Two Army officers take off their protective personal equipment while training for Ebola response operations at the San Antonio Military Medical Center, on October 23, 2014.

Two Army officers take off their protective personal equipment while training for Ebola response operations at the San Antonio Military Medical Center, on October 23, 2014. U.S. Air Force photo by Airman 1st Class David R. Cooper

The Military’s Ebola Screening Machine Just Got Approved for US Hospitals

The FDA has ruled that the Ebola screening machine the military is using in Africa can now be used in U.S. hospitals. By Patrick Tucker

Rapidly screening for Ebola at U.S. hospitals has just gotten easier thanks, in part, to military-funded research. Salt Lake City-based BioFire announced over the weekend that they had received emergency use authorization from the Food and Drug Administration for hospital workers to use the Bio-Threat E array (a special kit) on the company's polymerase chain reaction (PCR) machine, the FilmArray, to screen for Ebola.

It’s basically the same machine that the U.S. military is using to fight the disease in Africa, although the tests are slightly different. On Saturday, the FDA had authorized the Ebola screening kit, the Bio-Threat E, for clinical use under the Emergency Use Authorization. The Dallas hospital that treated Thomas Eric Duncan, the Liberian man who became the first individual to die of Ebola in the United States, but was not authorized to use it to test patients showing symptoms of Ebola.
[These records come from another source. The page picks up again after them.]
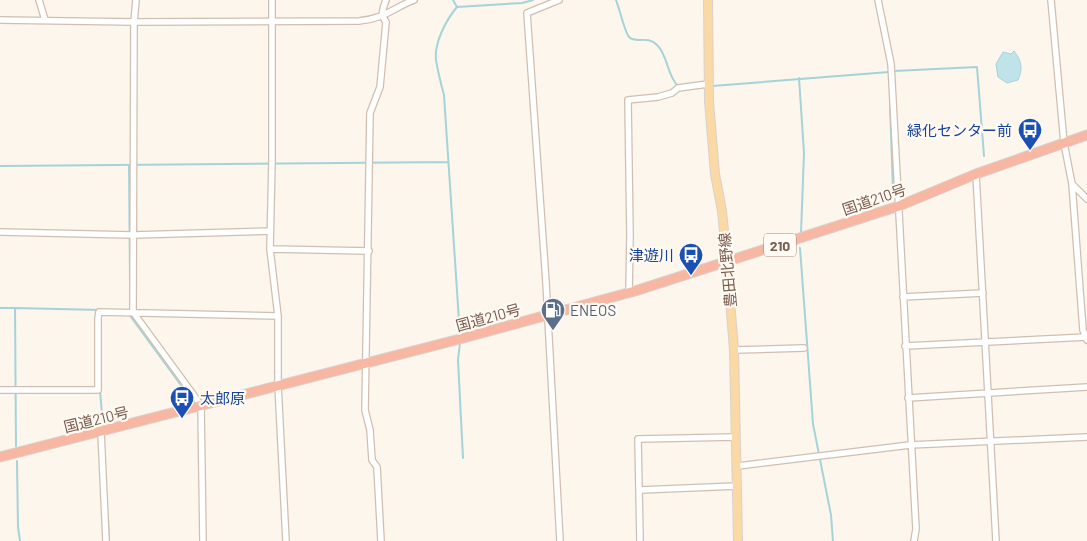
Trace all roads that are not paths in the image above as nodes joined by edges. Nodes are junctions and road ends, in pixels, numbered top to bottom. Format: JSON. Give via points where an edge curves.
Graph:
{"nodes":[{"id":1,"x":39,"y":0,"type":"edge"},
{"id":2,"x":136,"y":0,"type":"edge"},
{"id":3,"x":272,"y":0,"type":"edge"},
{"id":4,"x":386,"y":0,"type":"edge"},
{"id":5,"x":414,"y":0,"type":"edge"},
{"id":6,"x":559,"y":0,"type":"edge"},
{"id":7,"x":708,"y":0,"type":"edge"},
{"id":8,"x":878,"y":0,"type":"edge"},
{"id":9,"x":1051,"y":0,"type":"edge"},
{"id":10,"x":382,"y":17,"type":"junction"},
{"id":11,"x":0,"y":20,"type":"edge"},
{"id":12,"x":45,"y":20,"type":"junction"},
{"id":13,"x":272,"y":21,"type":"junction"},
{"id":14,"x":134,"y":22,"type":"junction"},
{"id":15,"x":708,"y":84,"type":"junction"},
{"id":16,"x":1087,"y":135,"type":"edge"},
{"id":17,"x":1064,"y":143,"type":"junction"},
{"id":18,"x":976,"y":174,"type":"junction"},
{"id":19,"x":1072,"y":184,"type":"junction"},
{"id":20,"x":1087,"y":199,"type":"edge"},
{"id":21,"x":899,"y":206,"type":"junction"},
{"id":22,"x":270,"y":231,"type":"junction"},
{"id":23,"x":0,"y":232,"type":"edge"},
{"id":24,"x":133,"y":235,"type":"junction"},
{"id":25,"x":270,"y":248,"type":"junction"},
{"id":26,"x":369,"y":251,"type":"junction"},
{"id":27,"x":727,"y":262,"type":"junction"},
{"id":28,"x":629,"y":293,"type":"junction"},
{"id":29,"x":983,"y":294,"type":"junction"},
{"id":30,"x":903,"y":297,"type":"junction"},
{"id":31,"x":133,"y":312,"type":"junction"},
{"id":32,"x":278,"y":316,"type":"junction"},
{"id":33,"x":548,"y":316,"type":"junction"},
{"id":34,"x":1087,"y":338,"type":"edge"},
{"id":35,"x":986,"y":341,"type":"junction"},
{"id":36,"x":905,"y":346,"type":"junction"},
{"id":37,"x":804,"y":348,"type":"dead end"},
{"id":38,"x":734,"y":350,"type":"junction"},
{"id":39,"x":367,"y":362,"type":"junction"},
{"id":40,"x":278,"y":385,"type":"junction"},
{"id":41,"x":1087,"y":387,"type":"edge"},
{"id":42,"x":0,"y":390,"type":"edge"},
{"id":43,"x":988,"y":393,"type":"junction"},
{"id":44,"x":908,"y":398,"type":"junction"},
{"id":45,"x":201,"y":405,"type":"junction"},
{"id":46,"x":101,"y":432,"type":"junction"},
{"id":47,"x":736,"y":437,"type":"junction"},
{"id":48,"x":1087,"y":437,"type":"edge"},
{"id":49,"x":990,"y":440,"type":"junction"},
{"id":50,"x":910,"y":445,"type":"junction"},
{"id":51,"x":0,"y":457,"type":"edge"},
{"id":52,"x":738,"y":466,"type":"junction"},
{"id":53,"x":737,"y":486,"type":"junction"},
{"id":54,"x":640,"y":490,"type":"junction"},
{"id":55,"x":106,"y":541,"type":"edge"},
{"id":56,"x":203,"y":541,"type":"edge"},
{"id":57,"x":286,"y":541,"type":"edge"},
{"id":58,"x":381,"y":541,"type":"edge"},
{"id":59,"x":560,"y":541,"type":"edge"},
{"id":60,"x":640,"y":541,"type":"edge"},
{"id":61,"x":738,"y":541,"type":"edge"},
{"id":62,"x":914,"y":541,"type":"edge"},
{"id":63,"x":996,"y":541,"type":"edge"}],
"edges":[{"from":1,"to":12,"type":"street"},
{"from":2,"to":14,"type":"street"},
{"from":3,"to":13,"type":"street"},
{"from":4,"to":10,"type":"street"},
{"from":5,"to":10,"type":"street"},
{"from":6,"to":33,"type":"street","via":[[527,13]]},
{"from":7,"to":15,"type":"main road","name":"豊田北野線"},
{"from":8,"to":21,"type":"street","via":[[891,64]]},
{"from":9,"to":17,"type":"street"},
{"from":10,"to":13,"type":"street","via":[[359,21]]},
{"from":10,"to":26,"type":"street","via":[[386,22],[380,87],[370,113]]},
{"from":11,"to":12,"type":"street"},
{"from":12,"to":14,"type":"street"},
{"from":13,"to":14,"type":"street"},
{"from":13,"to":22,"type":"street"},
{"from":14,"to":24,"type":"street"},
{"from":15,"to":27,"type":"main road","name":"豊田北野線","via":[[715,174]]},
{"from":15,"to":28,"type":"street","via":[[678,88],[658,97],[628,100]]},
{"from":16,"to":17,"type":"highway","name":"国道210号","number":"210"},
{"from":17,"to":18,"type":"highway","name":"国道210号","number":"210"},
{"from":17,"to":19,"type":"street"},
{"from":18,"to":21,"type":"highway","name":"国道210号","number":"210"},
{"from":18,"to":29,"type":"street"},
{"from":19,"to":20,"type":"street"},
{"from":19,"to":34,"type":"street","via":[[1083,330]]},
{"from":21,"to":27,"type":"highway","name":"国道210号","number":"210"},
{"from":21,"to":30,"type":"street"},
{"from":22,"to":24,"type":"street"},
{"from":22,"to":25,"type":"street"},
{"from":23,"to":24,"type":"street"},
{"from":24,"to":31,"type":"street"},
{"from":25,"to":26,"type":"street"},
{"from":25,"to":32,"type":"street"},
{"from":26,"to":39,"type":"street"},
{"from":27,"to":28,"type":"highway","name":"国道210号","number":"210"},
{"from":27,"to":38,"type":"main road","name":"豊田北野線"},
{"from":28,"to":33,"type":"highway","name":"国道210号","number":"210"},
{"from":29,"to":30,"type":"street"},
{"from":29,"to":35,"type":"street"},
{"from":30,"to":36,"type":"street"},
{"from":31,"to":32,"type":"street"},
{"from":31,"to":42,"type":"street","via":[[100,312],[98,390]]},
{"from":31,"to":45,"type":"street"},
{"from":32,"to":40,"type":"street"},
{"from":33,"to":39,"type":"highway","name":"国道210号","number":"210"},
{"from":33,"to":59,"type":"street"},
{"from":34,"to":35,"type":"street"},
{"from":35,"to":36,"type":"street"},
{"from":35,"to":43,"type":"street"},
{"from":36,"to":44,"type":"street"},
{"from":37,"to":38,"type":"street"},
{"from":38,"to":47,"type":"main road","name":"豊田北野線"},
{"from":39,"to":40,"type":"highway","name":"国道210号","number":"210"},
{"from":39,"to":58,"type":"street","via":[[365,410],[372,460],[377,467]]},
{"from":40,"to":45,"type":"highway","name":"国道210号","number":"210"},
{"from":40,"to":57,"type":"street"},
{"from":41,"to":43,"type":"street"},
{"from":43,"to":44,"type":"street"},
{"from":43,"to":49,"type":"street"},
{"from":44,"to":50,"type":"street"},
{"from":45,"to":46,"type":"highway","name":"国道210号","number":"210"},
{"from":45,"to":56,"type":"street"},
{"from":46,"to":51,"type":"highway","name":"国道210号","number":"210"},
{"from":46,"to":55,"type":"street"},
{"from":47,"to":52,"type":"main road","name":"豊田北野線"},
{"from":47,"to":54,"type":"street","via":[[638,439]]},
{"from":48,"to":49,"type":"street"},
{"from":49,"to":50,"type":"street"},
{"from":49,"to":63,"type":"street"},
{"from":50,"to":52,"type":"street"},
{"from":50,"to":62,"type":"street"},
{"from":52,"to":53,"type":"main road","name":"豊田北野線"},
{"from":53,"to":54,"type":"street"},
{"from":53,"to":61,"type":"main road","name":"豊田北野線"},
{"from":54,"to":60,"type":"street"}]}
Health workers in more than 300 hospitals around the country, including 30 lab hospitals in the New York tri-state area, use the machine to screen for a wide variety of illnesses such as listeria, influenza and various other respiratory and intestinal sicknesses. With the right diagnostic kit in place, the FilmArray can also be used to screen for Ebola, delivering results in about an hour with higher than 90 percent certainty. Technically speaking, it may be able to do so days before an Ebola carrier develops a fever and becomes contagious, though the FDA has not authorized its use in patients that are not showing symptoms. One of the hospitals scheduled to receive the machine for that purpose is New York's Bellevue. 

[READ MORE: Dallas Hospital Had the Ebola Screening That the Military Is Using in Africa]

Doctors and medical staff at Emory University in Atlanta were able to use it to diagnose U.S. doctor Kent Brantly and aid worker Nancy Writebol because the machine there had a research designation. 

“We understand the importance of quickly diagnosing Ebola cases in the U.S. and abroad. FDA is committed to working with companies in the most expedited manner to increase the availability of authorized diagnostic tests for Ebola for emergency use during this epidemic,” an FDA spokesperson told Defense One.

One of BioFire's FilmArray machines

BioFire, a subsidiary of BioMerieux, began the process of requesting emergency use authorization on Sept. 22 and finally got in the last necessary results and paperwork on Oct. 22, according to an FDA spokesperson.

Emergency use authorization differs from full FDA approval. The authorization is good for a year (with the potential for renewal) or until circumstances no longer justify it. It dates back to the 2004 Project BioShield Amendment in Section 564 of the Federal Food, Drug and Cosmetic Act and has been used numerous times since its inception.

The screening machine works by matching the ribonucleic acid in a blood, saliva or other fluid sample against an Ebola target to determine the genetic presence of Ebola. It’s one of the main screening solutions that the U.S. military is using in Africa. In March, BioFire received a $240 million contract from the Defense Department to adapt the FilmArray for use to screen for the virus (as well as other illnesses.) 

The FDA’s authorization may seem like a small bureaucratic victory, but it could alter the way officials around the country deal with the Ebola scare.

The availability of more and better Ebola screeners in more hospitals will allow authorities to much more rapidly evaluate potential Ebola cases and possibly do so before symptoms like fever present themselves -- in other words, possibly before the carrier is contagious or poses a threat. That means that random screening with an effective PCR machine could potentially decrease any public health threat from an individual -- without being quarantined.